§ TASK TO CARRY OUT
Filter on the word "nodes": copy each matching line from the listing below.

++++++++++

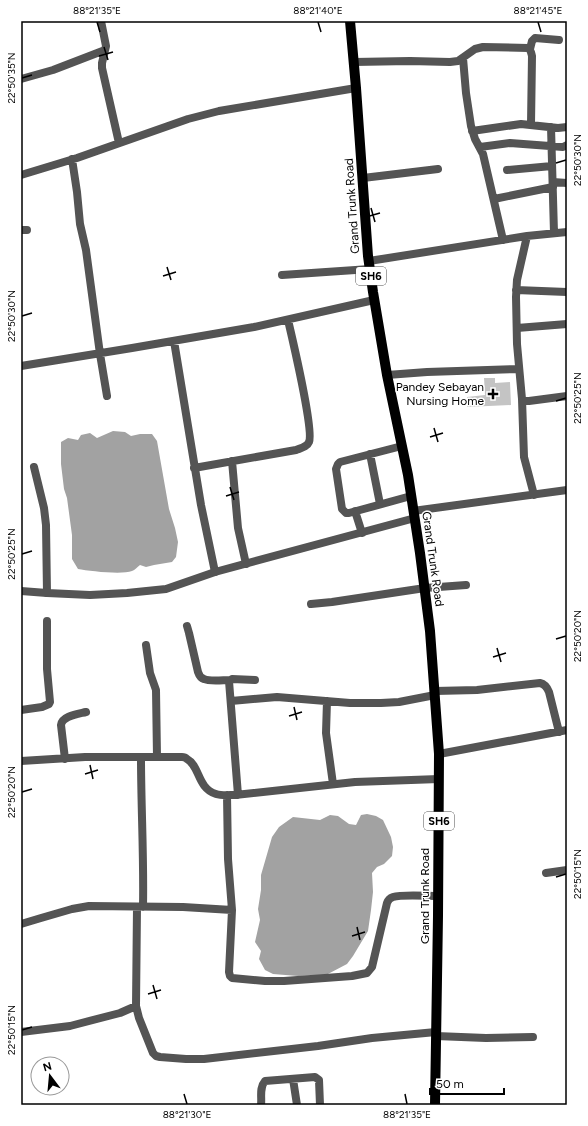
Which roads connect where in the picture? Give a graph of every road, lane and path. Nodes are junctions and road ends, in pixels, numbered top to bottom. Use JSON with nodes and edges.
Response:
{"nodes":[{"id":1,"x":101,"y":21,"type":"edge"},
{"id":2,"x":350,"y":21,"type":"edge"},
{"id":3,"x":559,"y":40,"type":"dead end"},
{"id":4,"x":530,"y":49,"type":"junction"},
{"id":5,"x":105,"y":50,"type":"junction"},
{"id":6,"x":463,"y":58,"type":"junction"},
{"id":7,"x":354,"y":62,"type":"junction"},
{"id":8,"x":21,"y":78,"type":"edge"},
{"id":9,"x":356,"y":88,"type":"junction"},
{"id":10,"x":531,"y":124,"type":"junction"},
{"id":11,"x":551,"y":127,"type":"junction"},
{"id":12,"x":567,"y":127,"type":"edge"},
{"id":13,"x":472,"y":130,"type":"junction"},
{"id":14,"x":119,"y":143,"type":"junction"},
{"id":15,"x":567,"y":145,"type":"edge"},
{"id":16,"x":480,"y":146,"type":"junction"},
{"id":17,"x":552,"y":146,"type":"junction"},
{"id":18,"x":72,"y":159,"type":"junction"},
{"id":19,"x":552,"y":166,"type":"junction"},
{"id":20,"x":438,"y":169,"type":"dead end"},
{"id":21,"x":507,"y":170,"type":"dead end"},
{"id":22,"x":21,"y":175,"type":"edge"},
{"id":23,"x":363,"y":178,"type":"junction"},
{"id":24,"x":567,"y":183,"type":"edge"},
{"id":25,"x":553,"y":185,"type":"junction"},
{"id":26,"x":494,"y":199,"type":"junction"},
{"id":27,"x":567,"y":232,"type":"edge"},
{"id":28,"x":554,"y":233,"type":"junction"},
{"id":29,"x":527,"y":236,"type":"junction"},
{"id":30,"x":503,"y":240,"type":"junction"},
{"id":31,"x":370,"y":265,"type":"junction"},
{"id":32,"x":282,"y":275,"type":"dead end"},
{"id":33,"x":516,"y":290,"type":"junction"},
{"id":34,"x":567,"y":292,"type":"edge"},
{"id":35,"x":374,"y":300,"type":"junction"},
{"id":36,"x":288,"y":320,"type":"junction"},
{"id":37,"x":567,"y":324,"type":"edge"},
{"id":38,"x":517,"y":328,"type":"junction"},
{"id":39,"x":174,"y":341,"type":"junction"},
{"id":40,"x":100,"y":354,"type":"junction"},
{"id":41,"x":21,"y":366,"type":"edge"},
{"id":42,"x":519,"y":368,"type":"junction"},
{"id":43,"x":387,"y":375,"type":"junction"},
{"id":44,"x":107,"y":396,"type":"dead end"},
{"id":45,"x":567,"y":396,"type":"edge"},
{"id":46,"x":522,"y":398,"type":"junction"},
{"id":47,"x":402,"y":446,"type":"junction"},
{"id":48,"x":370,"y":454,"type":"junction"},
{"id":49,"x":232,"y":461,"type":"junction"},
{"id":50,"x":34,"y":467,"type":"dead end"},
{"id":51,"x":194,"y":468,"type":"junction"},
{"id":52,"x":567,"y":490,"type":"edge"},
{"id":53,"x":534,"y":495,"type":"junction"},
{"id":54,"x":411,"y":496,"type":"junction"},
{"id":55,"x":380,"y":504,"type":"junction"},
{"id":56,"x":355,"y":511,"type":"junction"},
{"id":57,"x":415,"y":519,"type":"junction"},
{"id":58,"x":362,"y":533,"type":"junction"},
{"id":59,"x":246,"y":564,"type":"junction"},
{"id":60,"x":215,"y":572,"type":"junction"},
{"id":61,"x":466,"y":584,"type":"dead end"},
{"id":62,"x":425,"y":588,"type":"junction"},
{"id":63,"x":21,"y":591,"type":"edge"},
{"id":64,"x":47,"y":593,"type":"junction"},
{"id":65,"x":311,"y":604,"type":"dead end"},
{"id":66,"x":47,"y":621,"type":"dead end"},
{"id":67,"x":187,"y":626,"type":"dead end"},
{"id":68,"x":146,"y":645,"type":"dead end"},
{"id":69,"x":230,"y":680,"type":"junction"},
{"id":70,"x":255,"y":680,"type":"dead end"},
{"id":71,"x":435,"y":693,"type":"junction"},
{"id":72,"x":231,"y":701,"type":"junction"},
{"id":73,"x":327,"y":701,"type":"junction"},
{"id":74,"x":21,"y":710,"type":"edge"},
{"id":75,"x":86,"y":712,"type":"dead end"},
{"id":76,"x":563,"y":731,"type":"edge"},
{"id":77,"x":439,"y":754,"type":"junction"},
{"id":78,"x":141,"y":757,"type":"junction"},
{"id":79,"x":157,"y":757,"type":"junction"},
{"id":80,"x":65,"y":759,"type":"junction"},
{"id":81,"x":21,"y":761,"type":"edge"},
{"id":82,"x":439,"y":779,"type":"junction"},
{"id":83,"x":333,"y":784,"type":"junction"},
{"id":84,"x":227,"y":795,"type":"junction"},
{"id":85,"x":238,"y":795,"type":"junction"},
{"id":86,"x":567,"y":870,"type":"edge"},
{"id":87,"x":546,"y":873,"type":"dead end"},
{"id":88,"x":438,"y":896,"type":"junction"},
{"id":89,"x":140,"y":907,"type":"junction"},
{"id":90,"x":232,"y":910,"type":"junction"},
{"id":91,"x":21,"y":924,"type":"edge"},
{"id":92,"x":136,"y":1006,"type":"junction"},
{"id":93,"x":21,"y":1032,"type":"edge"},
{"id":94,"x":436,"y":1034,"type":"junction"},
{"id":95,"x":533,"y":1037,"type":"dead end"},
{"id":96,"x":293,"y":1079,"type":"junction"},
{"id":97,"x":261,"y":1105,"type":"edge"},
{"id":98,"x":297,"y":1105,"type":"edge"},
{"id":99,"x":320,"y":1105,"type":"edge"},
{"id":100,"x":435,"y":1105,"type":"edge"}],
"edges":[{"from":1,"to":5,"type":"street"},
{"from":2,"to":7,"type":"main road","name":"Grand Trunk Road","number":"SH6"},
{"from":3,"to":4,"type":"street"},
{"from":4,"to":6,"type":"street"},
{"from":4,"to":10,"type":"street"},
{"from":5,"to":8,"type":"street"},
{"from":5,"to":14,"type":"street"},
{"from":6,"to":7,"type":"street"},
{"from":6,"to":13,"type":"street"},
{"from":7,"to":9,"type":"main road","name":"Grand Trunk Road","number":"SH6"},
{"from":9,"to":14,"type":"street"},
{"from":9,"to":23,"type":"main road","name":"Grand Trunk Road","number":"SH6"},
{"from":10,"to":11,"type":"street"},
{"from":10,"to":13,"type":"street"},
{"from":11,"to":12,"type":"street"},
{"from":11,"to":17,"type":"street"},
{"from":13,"to":16,"type":"street"},
{"from":14,"to":18,"type":"street"},
{"from":15,"to":17,"type":"street"},
{"from":16,"to":17,"type":"street"},
{"from":16,"to":26,"type":"street"},
{"from":17,"to":19,"type":"street"},
{"from":18,"to":22,"type":"street"},
{"from":18,"to":40,"type":"street"},
{"from":19,"to":21,"type":"street"},
{"from":19,"to":25,"type":"street"},
{"from":20,"to":23,"type":"street"},
{"from":23,"to":31,"type":"main road","name":"Grand Trunk Road","number":"SH6"},
{"from":24,"to":25,"type":"street"},
{"from":25,"to":26,"type":"street"},
{"from":25,"to":28,"type":"street"},
{"from":26,"to":30,"type":"street"},
{"from":27,"to":28,"type":"street"},
{"from":28,"to":29,"type":"street"},
{"from":29,"to":30,"type":"street"},
{"from":29,"to":33,"type":"street"},
{"from":30,"to":31,"type":"street"},
{"from":31,"to":32,"type":"street"},
{"from":31,"to":35,"type":"main road","name":"Grand Trunk Road","number":"SH6"},
{"from":33,"to":34,"type":"street"},
{"from":33,"to":38,"type":"street"},
{"from":35,"to":36,"type":"street"},
{"from":35,"to":43,"type":"main road","name":"Grand Trunk Road","number":"SH6"},
{"from":36,"to":39,"type":"street"},
{"from":36,"to":49,"type":"street"},
{"from":37,"to":38,"type":"street"},
{"from":38,"to":42,"type":"street"},
{"from":39,"to":40,"type":"street"},
{"from":39,"to":51,"type":"street"},
{"from":40,"to":41,"type":"street"},
{"from":40,"to":44,"type":"street"},
{"from":42,"to":43,"type":"street"},
{"from":42,"to":46,"type":"street"},
{"from":43,"to":47,"type":"main road","name":"Grand Trunk Road","number":"SH6"},
{"from":45,"to":46,"type":"street"},
{"from":46,"to":53,"type":"street"},
{"from":47,"to":48,"type":"street"},
{"from":47,"to":54,"type":"main road","name":"Grand Trunk Road","number":"SH6"},
{"from":48,"to":55,"type":"street"},
{"from":48,"to":56,"type":"street"},
{"from":49,"to":51,"type":"street"},
{"from":49,"to":59,"type":"street"},
{"from":50,"to":64,"type":"street"},
{"from":51,"to":60,"type":"street"},
{"from":52,"to":53,"type":"street"},
{"from":53,"to":57,"type":"street"},
{"from":54,"to":55,"type":"street"},
{"from":54,"to":57,"type":"main road","name":"Grand Trunk Road","number":"SH6"},
{"from":55,"to":56,"type":"street"},
{"from":56,"to":58,"type":"street"},
{"from":57,"to":58,"type":"street"},
{"from":57,"to":62,"type":"main road","name":"Grand Trunk Road","number":"SH6"},
{"from":58,"to":59,"type":"street"},
{"from":59,"to":60,"type":"street"},
{"from":60,"to":64,"type":"street"},
{"from":61,"to":62,"type":"street"},
{"from":62,"to":65,"type":"street"},
{"from":62,"to":71,"type":"main road","name":"Grand Trunk Road","number":"SH6"},
{"from":63,"to":64,"type":"street"},
{"from":66,"to":74,"type":"street"},
{"from":67,"to":69,"type":"street"},
{"from":68,"to":79,"type":"street"},
{"from":69,"to":70,"type":"street"},
{"from":69,"to":72,"type":"street"},
{"from":71,"to":73,"type":"street"},
{"from":71,"to":76,"type":"street"},
{"from":71,"to":77,"type":"main road","name":"Grand Trunk Road","number":"SH6"},
{"from":72,"to":73,"type":"street"},
{"from":72,"to":85,"type":"street"},
{"from":73,"to":83,"type":"street"},
{"from":75,"to":80,"type":"street"},
{"from":76,"to":77,"type":"street"},
{"from":77,"to":82,"type":"main road","name":"Grand Trunk Road","number":"SH6"},
{"from":78,"to":79,"type":"street"},
{"from":78,"to":80,"type":"street"},
{"from":78,"to":89,"type":"street"},
{"from":79,"to":84,"type":"street"},
{"from":80,"to":81,"type":"street"},
{"from":82,"to":83,"type":"street"},
{"from":82,"to":88,"type":"main road","name":"Grand Trunk Road","number":"SH6"},
{"from":83,"to":85,"type":"street"},
{"from":84,"to":85,"type":"street"},
{"from":84,"to":90,"type":"street"},
{"from":86,"to":87,"type":"street"},
{"from":88,"to":90,"type":"street"},
{"from":88,"to":94,"type":"main road","name":"Grand Trunk Road","number":"SH6"},
{"from":89,"to":90,"type":"street"},
{"from":89,"to":91,"type":"street"},
{"from":89,"to":92,"type":"street"},
{"from":92,"to":93,"type":"street"},
{"from":92,"to":94,"type":"street"},
{"from":94,"to":95,"type":"street"},
{"from":94,"to":100,"type":"main road","name":"Grand Trunk Road","number":"SH6"},
{"from":96,"to":97,"type":"street"},
{"from":96,"to":98,"type":"street"},
{"from":96,"to":99,"type":"street"}]}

++++++++++

§ RESULT
Which roads connect where in the picture? Give a graph of every road, lane and path. Nodes are junctions and road ends, in pixels, numbered top to bottom. Use JSON with nodes and edges.
{"nodes":[{"id":1,"x":101,"y":21,"type":"edge"},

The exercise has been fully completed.